- _TASK DETAILS_:
Across the records below, how many lines include the word "Alexis"? State only the number.

[Stored data]

- Opening Delimiter -

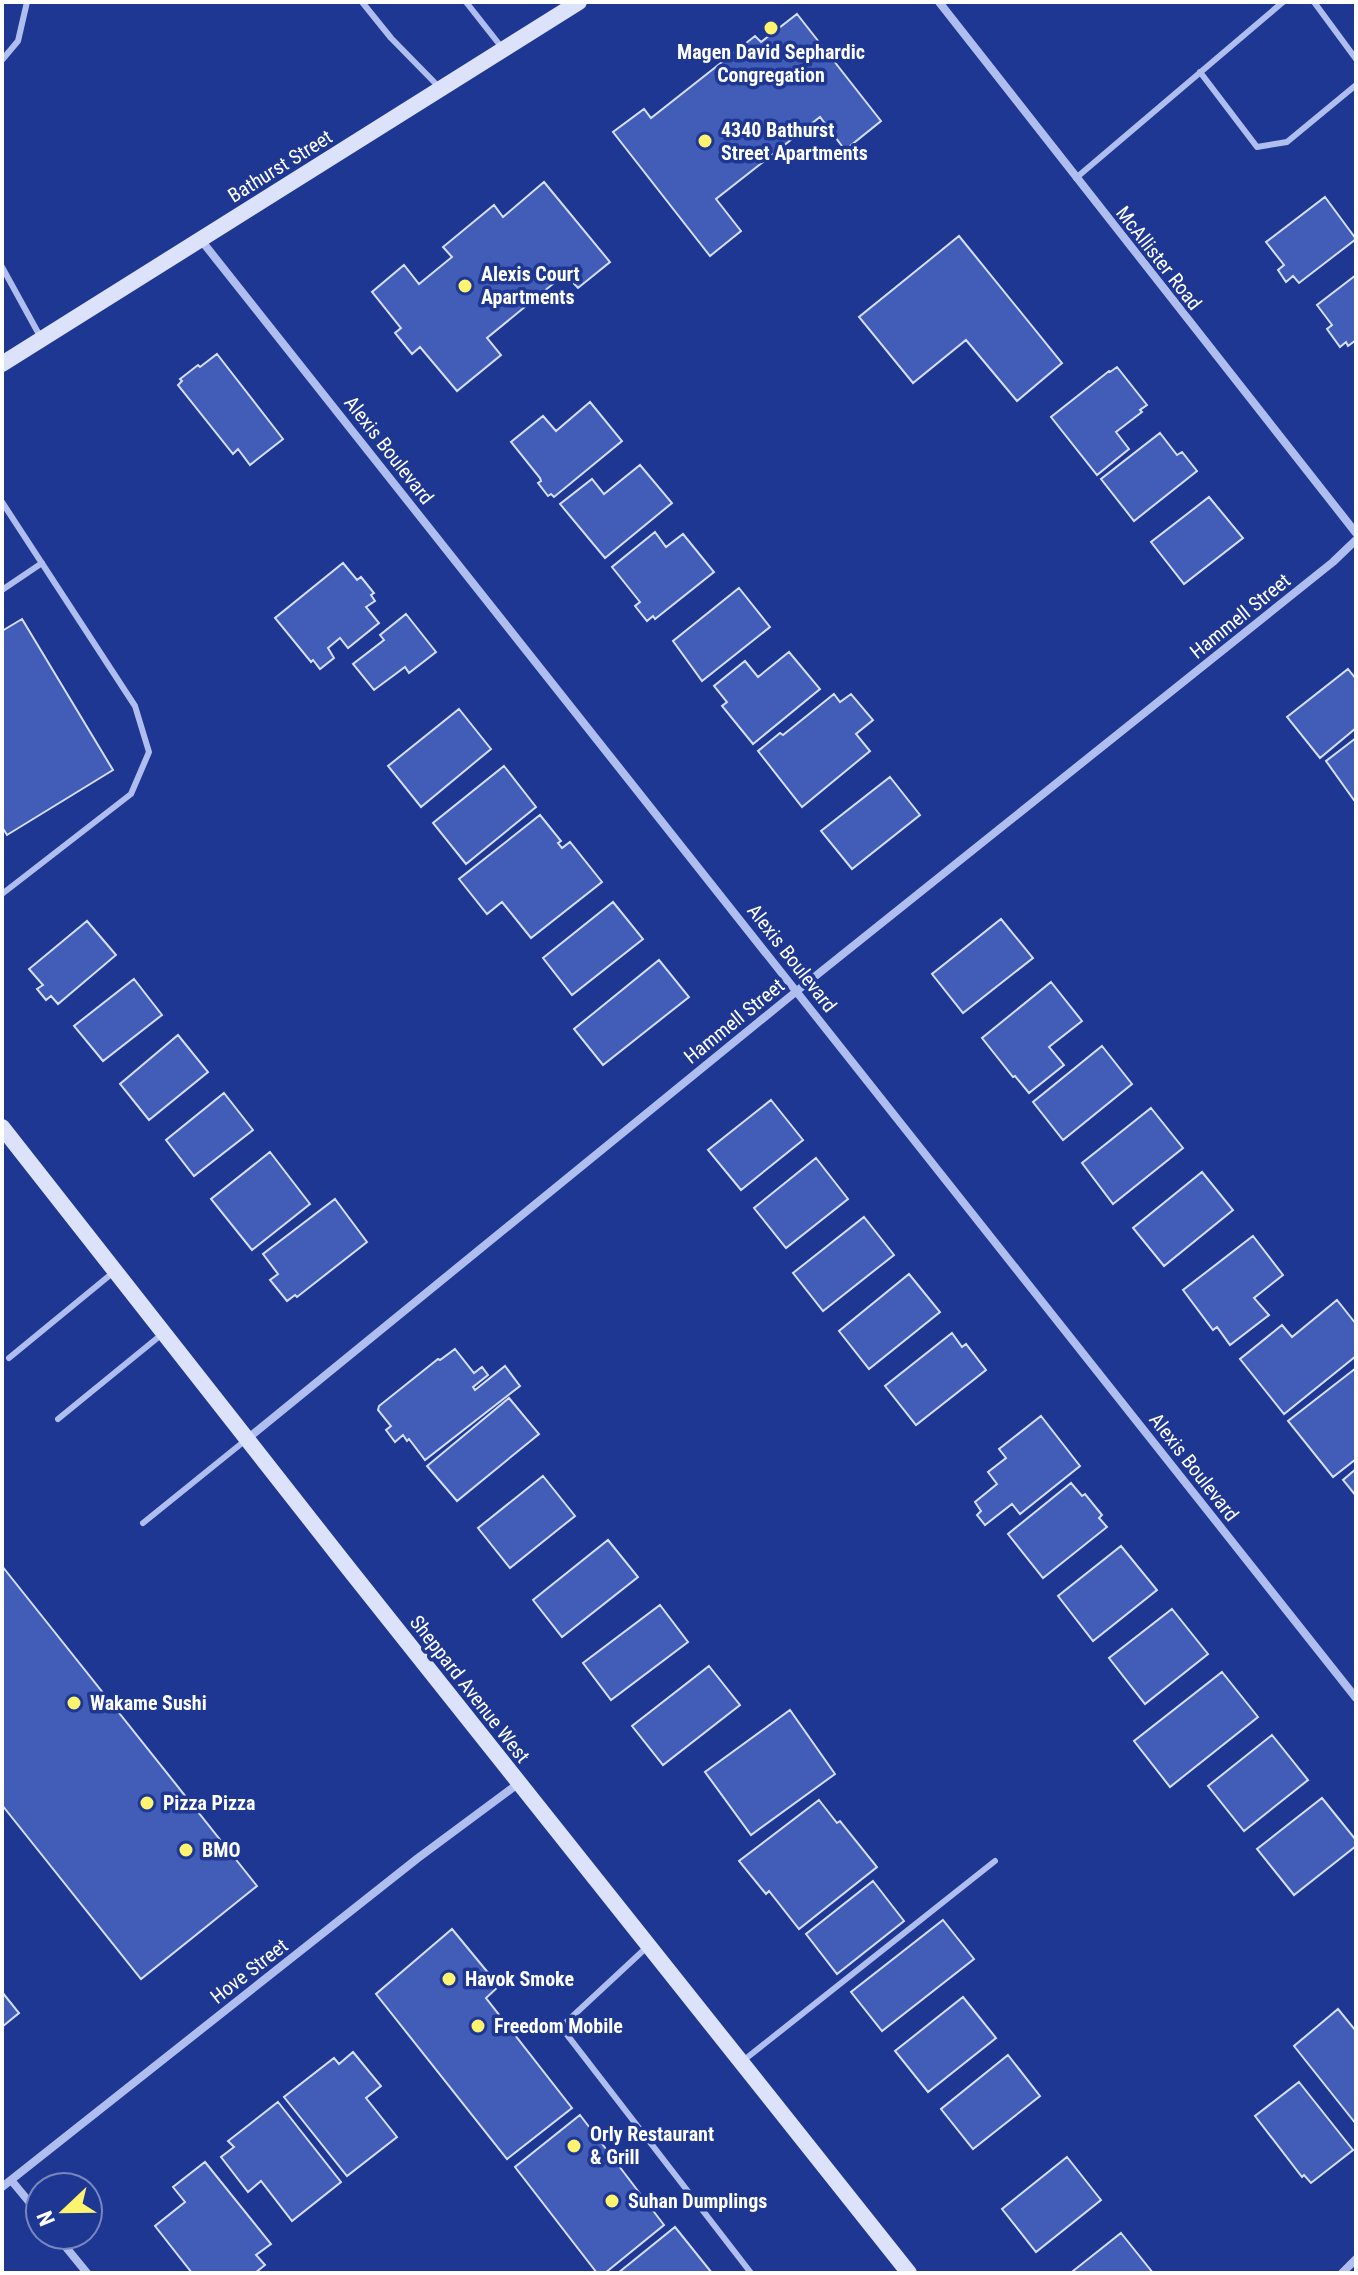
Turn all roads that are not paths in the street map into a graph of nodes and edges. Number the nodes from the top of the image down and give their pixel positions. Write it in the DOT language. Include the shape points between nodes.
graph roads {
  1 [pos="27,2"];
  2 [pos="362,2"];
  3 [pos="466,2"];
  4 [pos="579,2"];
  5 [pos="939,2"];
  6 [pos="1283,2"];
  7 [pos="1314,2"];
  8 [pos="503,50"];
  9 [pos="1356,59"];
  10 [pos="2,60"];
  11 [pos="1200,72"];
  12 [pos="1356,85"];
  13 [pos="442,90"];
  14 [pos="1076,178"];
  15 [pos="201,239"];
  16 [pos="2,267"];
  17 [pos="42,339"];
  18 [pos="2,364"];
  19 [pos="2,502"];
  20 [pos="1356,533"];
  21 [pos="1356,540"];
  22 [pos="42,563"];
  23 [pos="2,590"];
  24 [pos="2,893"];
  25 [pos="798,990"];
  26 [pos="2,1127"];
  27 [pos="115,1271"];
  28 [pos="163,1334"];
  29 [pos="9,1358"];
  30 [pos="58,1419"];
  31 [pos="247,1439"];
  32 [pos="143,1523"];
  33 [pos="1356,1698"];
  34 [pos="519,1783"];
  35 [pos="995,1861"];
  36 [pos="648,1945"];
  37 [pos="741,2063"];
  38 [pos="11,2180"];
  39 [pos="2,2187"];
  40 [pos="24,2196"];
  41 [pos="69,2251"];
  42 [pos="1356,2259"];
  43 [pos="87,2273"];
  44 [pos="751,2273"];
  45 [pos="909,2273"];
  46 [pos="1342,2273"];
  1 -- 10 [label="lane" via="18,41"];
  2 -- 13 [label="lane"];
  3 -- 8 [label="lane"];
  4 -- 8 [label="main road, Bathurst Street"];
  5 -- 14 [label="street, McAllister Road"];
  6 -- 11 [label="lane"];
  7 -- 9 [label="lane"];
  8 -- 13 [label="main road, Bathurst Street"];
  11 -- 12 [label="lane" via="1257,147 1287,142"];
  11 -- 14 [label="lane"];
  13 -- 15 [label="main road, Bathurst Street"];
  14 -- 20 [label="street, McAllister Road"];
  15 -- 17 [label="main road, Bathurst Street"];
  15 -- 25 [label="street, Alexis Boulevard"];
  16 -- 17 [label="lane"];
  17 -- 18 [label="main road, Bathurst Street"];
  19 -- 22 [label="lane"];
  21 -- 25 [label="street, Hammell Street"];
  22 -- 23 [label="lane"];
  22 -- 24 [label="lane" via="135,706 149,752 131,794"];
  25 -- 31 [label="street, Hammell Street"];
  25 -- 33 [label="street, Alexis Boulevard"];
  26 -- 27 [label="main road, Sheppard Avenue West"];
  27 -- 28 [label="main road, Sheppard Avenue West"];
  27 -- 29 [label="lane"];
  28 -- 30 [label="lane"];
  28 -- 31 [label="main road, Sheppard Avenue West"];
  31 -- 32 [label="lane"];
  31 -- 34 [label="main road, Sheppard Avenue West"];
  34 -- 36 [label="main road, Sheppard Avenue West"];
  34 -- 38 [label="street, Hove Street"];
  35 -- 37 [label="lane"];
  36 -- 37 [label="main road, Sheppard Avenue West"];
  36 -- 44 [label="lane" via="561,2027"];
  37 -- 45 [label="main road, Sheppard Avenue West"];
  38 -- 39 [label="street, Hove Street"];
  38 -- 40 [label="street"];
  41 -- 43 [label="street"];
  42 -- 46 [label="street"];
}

- Closing Delimiter -

- _SOLUTION_:
2